We gather around a long table and split up plates from a Mexican restaurant (named Pancho & Lefty’s Cantina, naturally). The group is buzzing from a trip to see Beyoncé’s Renaissance World Tour in Atlanta the night before.
“It’s a big show. You know, there’s dancers and explosions, all those things, but at the core of it it’s just her singing her ass off,” Stapleton says, assiduously picking onions off of a taco salad.
“At some point, we hit a wall and it was just like, How is she still going?” Morgane says.
“She was conserving energy,” Stapleton says, in a tone of professional admiration. “You could see when she would recharge—be singing and not doing all the energy stuff, and then go back to doing the high-energy stuff.”
“Let me ask you, as a singer,” Morgane says, “is singing not energy?”

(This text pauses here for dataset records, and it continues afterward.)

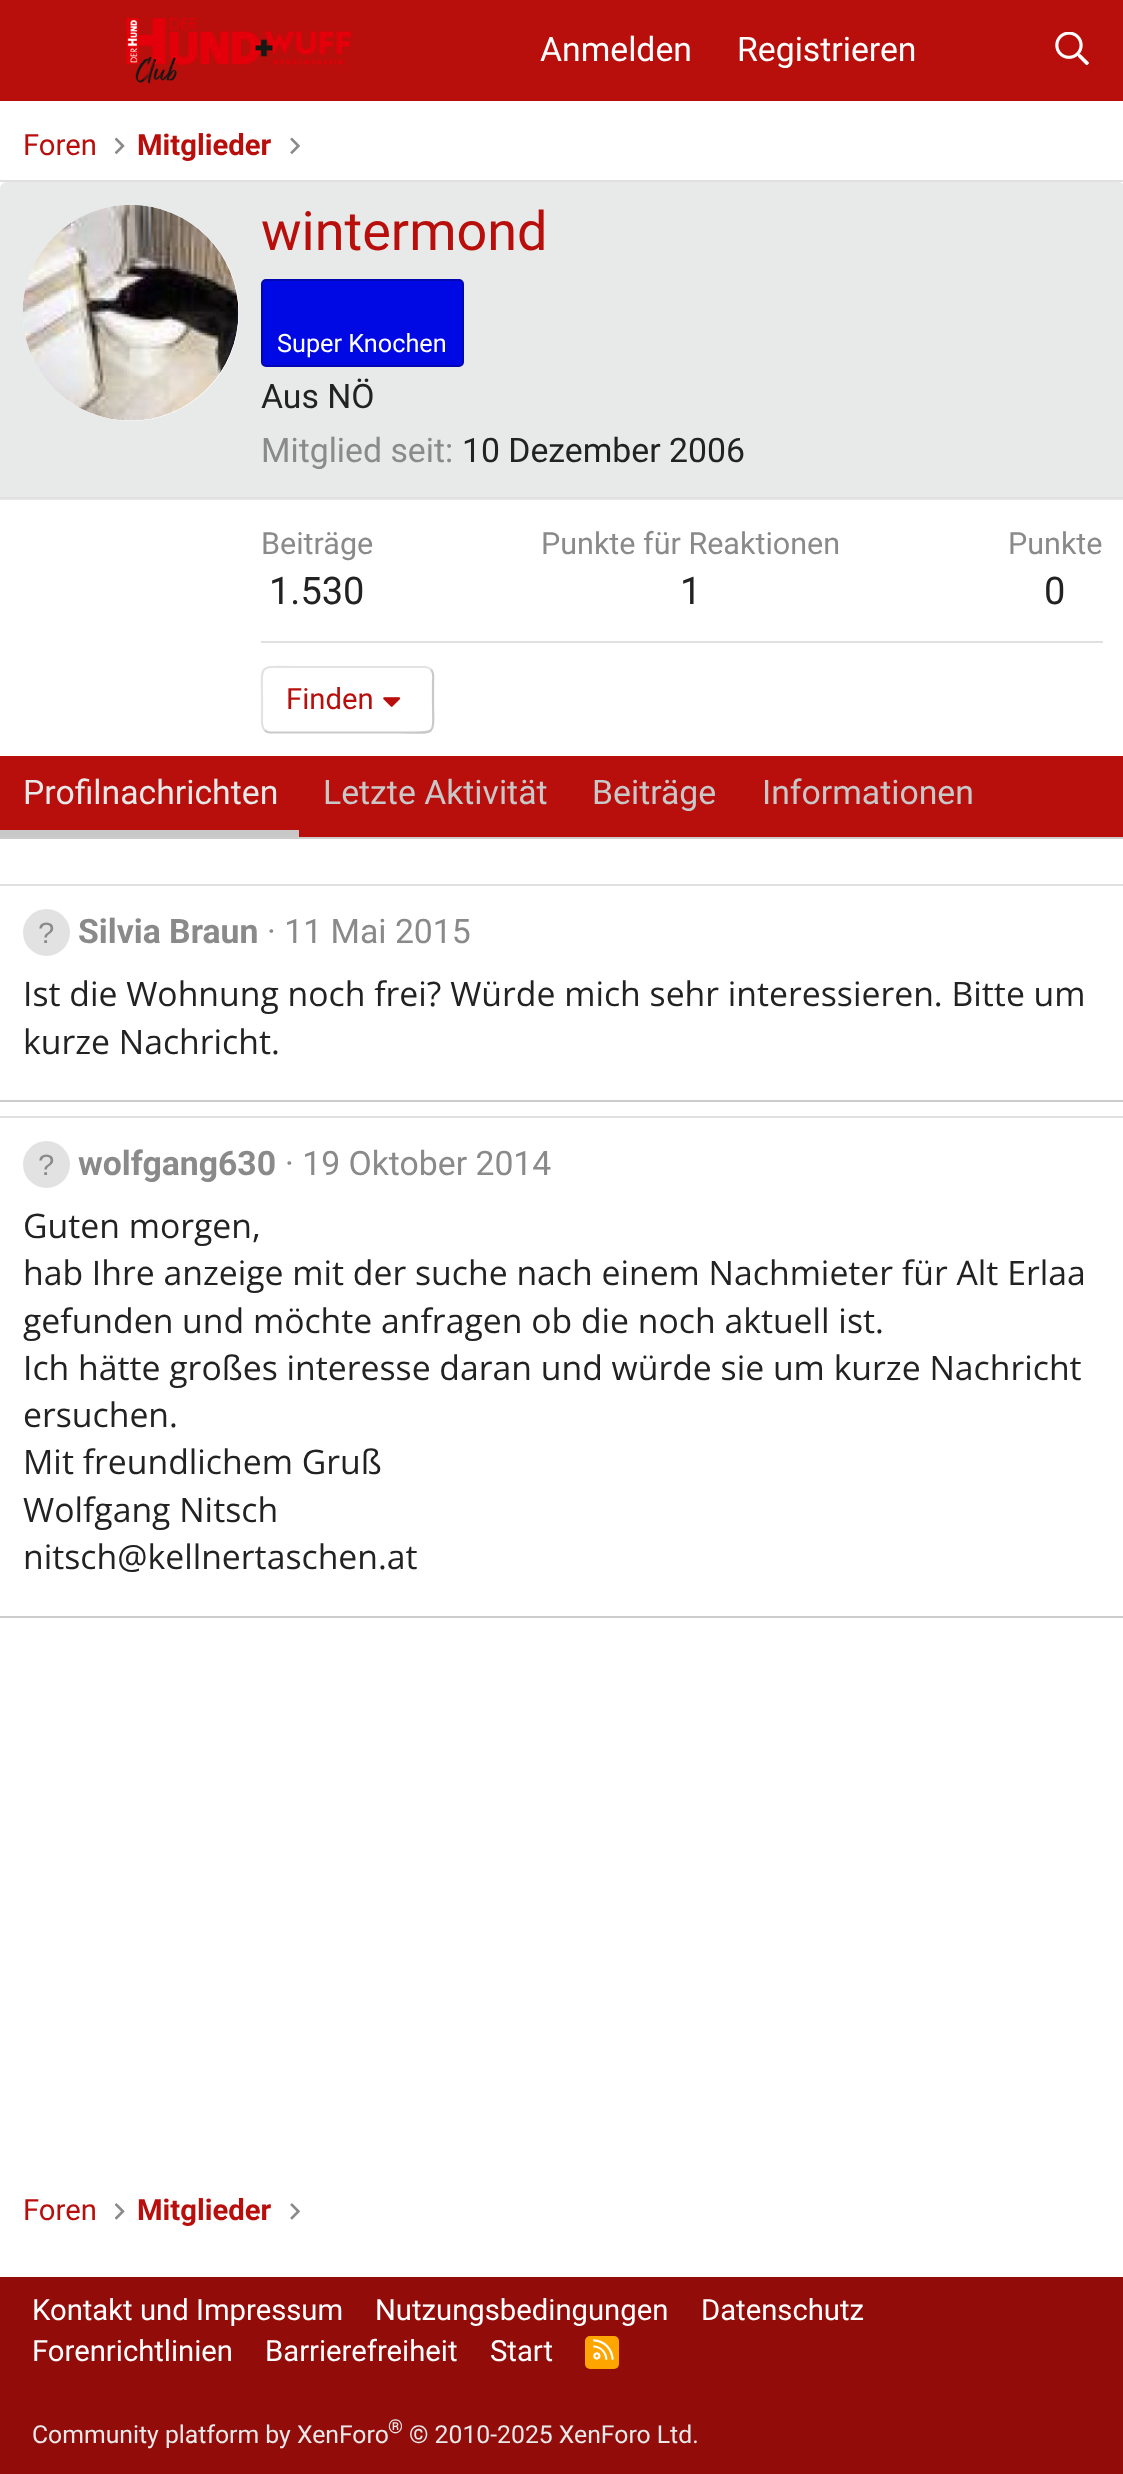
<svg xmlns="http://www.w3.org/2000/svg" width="1123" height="2474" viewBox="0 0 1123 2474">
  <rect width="100%" height="100%" fill="#fff"/>
  <path d="M0 0h1123v101H0z" fill="#b80f0c"/>
  <image x="126" y="18" width="225" height="66" href="img/1.png"/>
  <image x="1055" y="32" width="34" height="33" href="img/2.png"/>
  <image x="115" y="137" width="10" height="17" href="img/3.png"/>
  <image x="290" y="137" width="10" height="17" href="img/4.png"/>
  <path d="M0 180h1123v2H0z" fill="#e0e0e0"/>
  <path d="M0 837h1123v2H0z" fill="#ccc"/>
  <path d="M7 182H1118C1122 182 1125 185 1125 189V500H0V189C0 185 3 182 7 182Z" fill="#e8e9e9"/>
  <path d="M0 497h1123v2H0z" fill="#e0e0e0"/>
  <circle cx="131" cy="313" r="108" fill="#fff"/>
  <image x="22" y="205" width="217" height="216" href="img/5.png"/>
  <rect x="262" y="280" width="201" height="86" rx="4" fill="#0008e3" stroke="#0006b0" stroke-width="2"/>
  <path d="M261 641h842v2H261z" fill="#e0e0e0"/>
  <path d="M431 669.5C434.5 673 433 679 433 683V700C433 737.5 438.5 732.5 399.5 732.5H270C268 732.5 266 731.5 264.5 730" fill="none" stroke="#c9c9c9" stroke-width="2.2"/>
  <path d="M264.5 730C261 726.5 262 720.5 262 716V700C262 662 257 667 296 667H425C427.5 667 429.5 668 431 669.5" fill="none" stroke="#e3e3e3" stroke-width="2.2"/>
  <image x="383" y="697" width="18" height="10" href="img/6.png"/>
  <path d="M0 756h1123v81H0z" fill="#b80f0c"/>
  <path d="M0 830h299v7H0z" fill="#c8c8c8"/>
  <path d="M0 884h1123v2H0z" fill="#e0e0e0"/>
  <path d="M0 1100h1123v2H0z" fill="#ccc"/>
  <circle cx="46.5" cy="932.5" r="23.5" fill="#e2e2e2"/>
  <path d="M0 1116h1123v2H0z" fill="#e0e0e0"/>
  <path d="M0 1616h1123v2H0z" fill="#ccc"/>
  <circle cx="46.5" cy="1164.5" r="23.5" fill="#e2e2e2"/>
  <image x="115" y="2203" width="10" height="17" href="img/7.png"/>
  <image x="290" y="2203" width="10" height="17" href="img/8.png"/>
  <path d="M0 2277h1123v197H0z" fill="#920c0a"/>
  <rect x="585" y="2336" width="34" height="33" rx="5" fill="#ffa500"/>
  <image x="593" y="2339" width="21" height="21" href="img/9.png"/>
  <g font-family="Roboto" font-size="33.75" fill="#fff">
    <text x="540" y="61">Anmelden</text>
    <text x="737" y="61">Registrieren</text>
  </g>
  <text x="23" y="155" font-family="Roboto" font-size="29.25" fill="#b80f0c">Foren</text>
  <text x="137" y="155" font-family="Roboto" font-size="29.25" font-weight="bold" fill="#b80f0c">Mitglieder</text>
  <text x="261" y="250" font-family="Roboto" font-size="54" fill="#b80f0c">wintermond</text>
  <text x="277" y="352" font-family="Roboto" font-size="25.25" fill="#fff">Super Knochen</text>
  <text x="261" y="408" font-family="Roboto" font-size="33.75" fill="#222">Aus NÖ</text>
  <text x="261" y="462" font-family="Roboto" font-size="33.75" fill="#8a8a8a">Mitglied seit:</text>
  <text x="462" y="462" font-family="Roboto" font-size="33.75" fill="#222">10 Dezember 2006</text>
  <text x="261" y="554" font-family="Roboto" font-size="30.5" fill="#8a8a8a">Beiträge</text>
  <text x="269" y="604" font-family="Roboto" font-size="38" fill="#222">1.530</text>
  <text x="541" y="554" font-family="Roboto" font-size="30.5" fill="#8a8a8a">Punkte für Reaktionen</text>
  <text x="680" y="604" font-family="Roboto" font-size="38" fill="#222">1</text>
  <text x="1008" y="554" font-family="Roboto" font-size="30.5" fill="#8a8a8a">Punkte</text>
  <text x="1044" y="604" font-family="Roboto" font-size="38" fill="#222">0</text>
  <text x="286" y="709" font-family="Roboto" font-size="29.25" fill="#b80f0c">Finden</text>
  <text x="23" y="804" font-family="Roboto" font-size="33.75" fill="#e8e9e9">Profilnachrichten</text>
  <g font-family="Roboto" font-size="33.75" fill="#c8c8c8">
    <text x="323" y="804">Letzte Aktivität</text>
    <text x="592" y="804">Beiträge</text>
    <text x="762" y="804">Informationen</text>
  </g>
  <text x="38" y="943" font-family="Liberation Sans" font-size="29.25" fill="#8a8a8a">?</text>
  <text x="78" y="943" font-family="Roboto" font-size="33.75" font-weight="bold" fill="#8a8a8a">Silvia Braun</text>
  <text x="267" y="943" font-family="Roboto" font-size="33.75" fill="#8a8a8a">· 11 Mai 2015</text>
  <g font-family="Open Sans" font-size="33.75" fill="#222">
    <text x="23" y="1006">Ist die Wohnung noch frei? Würde mich sehr interessieren. Bitte um</text>
    <text x="23" y="1054">kurze Nachricht.</text>
  </g>
  <text x="38" y="1175" font-family="Liberation Sans" font-size="29.25" fill="#8a8a8a">?</text>
  <text x="78" y="1175" font-family="Roboto" font-size="33.75" font-weight="bold" fill="#8a8a8a">wolfgang630</text>
  <text x="285" y="1175" font-family="Roboto" font-size="33.75" fill="#8a8a8a">· 19 Oktober 2014</text>
  <g font-family="Open Sans" font-size="33.75" fill="#222">
    <text x="23" y="1238">Guten morgen,</text>
    <text x="23" y="1285">hab Ihre anzeige mit der suche nach einem Nachmieter für Alt Erlaa</text>
    <text x="23" y="1333">gefunden und möchte anfragen ob die noch aktuell ist.</text>
    <text x="23" y="1380">Ich hätte großes interesse daran und würde sie um kurze Nachricht</text>
    <text x="23" y="1427">ersuchen.</text>
    <text x="23" y="1474">Mit freundlichem Gruß</text>
    <text x="23" y="1522">Wolfgang Nitsch</text>
    <text x="23" y="1569">nitsch@kellnertaschen.at</text>
  </g>
  <text x="23" y="2220" font-family="Roboto" font-size="29.25" fill="#b80f0c">Foren</text>
  <text x="137" y="2220" font-family="Roboto" font-size="29.25" font-weight="bold" fill="#b80f0c">Mitglieder</text>
  <g font-family="Roboto" font-size="29.25" fill="#fff">
    <text x="32" y="2320">Kontakt und Impressum</text>
    <text x="375" y="2320">Nutzungsbedingungen</text>
    <text x="701" y="2320">Datenschutz</text>
    <text x="32" y="2361">Forenrichtlinien</text>
    <text x="265" y="2361">Barrierefreiheit</text>
    <text x="490" y="2361">Start</text>
  </g>
  <text x="32" y="2443" font-family="Roboto" font-size="24.75" fill="#e8e9e9">Community platform by XenForo</text>
  <text x="388" y="2433" font-family="Roboto" font-size="19" fill="#e8e9e9">®</text>
  <text x="409" y="2443" font-family="Roboto" font-size="24.75" fill="#e8e9e9">© 2010-2025 XenForo Ltd.</text>
</svg>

Sensing perhaps that even the appearance of diminishing Beyoncé’s performance will yield nothing good, Stapleton lets it drop. He muses on the video content the show used during Beyoncé’s costume changes. “Maybe we can do that for my show. Just get me nearly naked on a bearskin rug.”
I ask whether he actually makes any costume changes onstage.
“No, not at all,” he says.
“A dry shirt might be nice,” says Morgane, who spends every show standing about five feet from her husband, tambourine in hand.
“Let me tell you, during a hot show I would love a dry shirt,” Stapleton agrees.
The Stapletons met while working at neighboring music-publishing companies on Music Row. She has become, in every way, his creative partner. When he speaks about his career, it is most often in the first-person plural. Of the 14 songs on Higher, she sings background on 10, often following her husband’s vocal so closely that the effect could be double-tracking. She is also a producer on the album and, as has been true throughout his career, had a large hand in choosing which songs from Stapleton’s huge catalog made the cut. “She’s my barometer on songs,” Stapleton says. “Even if your wife wasn’t heavily involved in your career, if you’re happily married and you want to stay that way, you don’t want to sing things that your wife hates.”
The road trip he and I take to Bowling Green lasts about three and a half hours. Later, neither he nor Morgane will be able to remember the last time they were more than a few feet apart for that long.
Most of the people around the table go back to what they still refer to as “the Before Times.” That means before November 4, 2015, the night Traveller scored its upset wins at the CMAs and, perhaps more important, Stapleton performed an epic duet with Justin Timberlake.